Um levantamento feito pela revista eletrônica Consultor Jurídico nas secretarias estaduais de Segurança mostra que quatro estados brasileiros já prenderam mais de 1,7 mil pessoas utilizando o reconhecimento facial, ainda que não exista uma regulamentação para esse mecanismo. Outros estados informam que usam o sistema, mas não dizem quantas pessoas prenderam usando a tecnologia, e há algumas unidades da federação que ainda estudam a implementação das câmeras para fins policiais.

A Bahia é responsável por 90% desse número: 1.547 pessoas foram presas com o uso do sistema desde 2019, quando o estado implementou as câmeras com reconhecimento facial durante o Carnaval.

Câmeras com tecnologia de reconhecimento facial foram utilizadas para prender mais de 1,7 mil no Brasil

Somente outros quatro estados informaram a quantidade de pessoas presas com o uso da biometria. Em São Paulo, a Secretaria de Segurança Pública informa que utiliza o reconhecimento em uma ação conjunta com o Estádio Allianz Parque em eventos que envolvem grande número de pessoas.

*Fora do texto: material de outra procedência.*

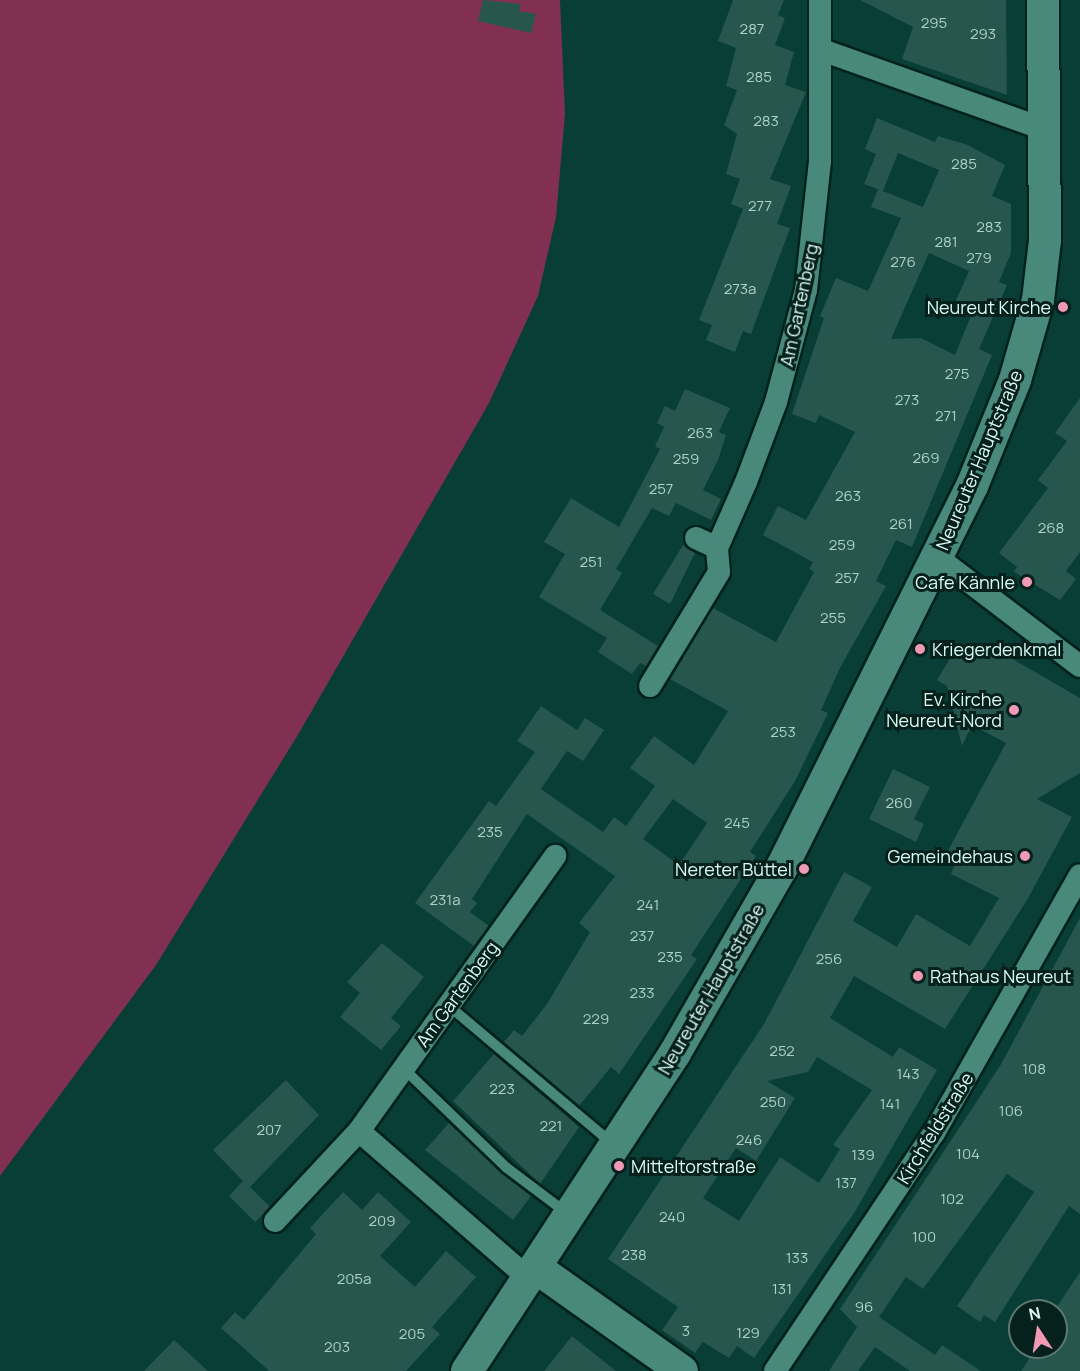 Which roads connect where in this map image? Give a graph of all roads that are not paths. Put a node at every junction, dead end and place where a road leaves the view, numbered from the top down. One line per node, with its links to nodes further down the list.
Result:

Segundo a pasta, 52 procurados pela Justiça foram detidos graças à tecnologia, que também identificou 56 indivíduos que descumpriram medidas judiciais, cinco proibidos de frequentar os estádios e 12 pessoas que utilizaram documentos falsos.

O Rio de Janeiro se limitou a informar que usa a tecnologia desde a última virada de ano e que mais de 130 pessoas já foram detidas. A Secretaria de Segurança de Roraima informou que experimentou o sistema de reconhecimento em festas juninas e na Feira-Exposição Agropecuária de 2023, e que 15 pessoas foram detidas. O estado tem licitação aberta para a compra de câmeras com biometria e deve implementar seu uso de forma definitiva.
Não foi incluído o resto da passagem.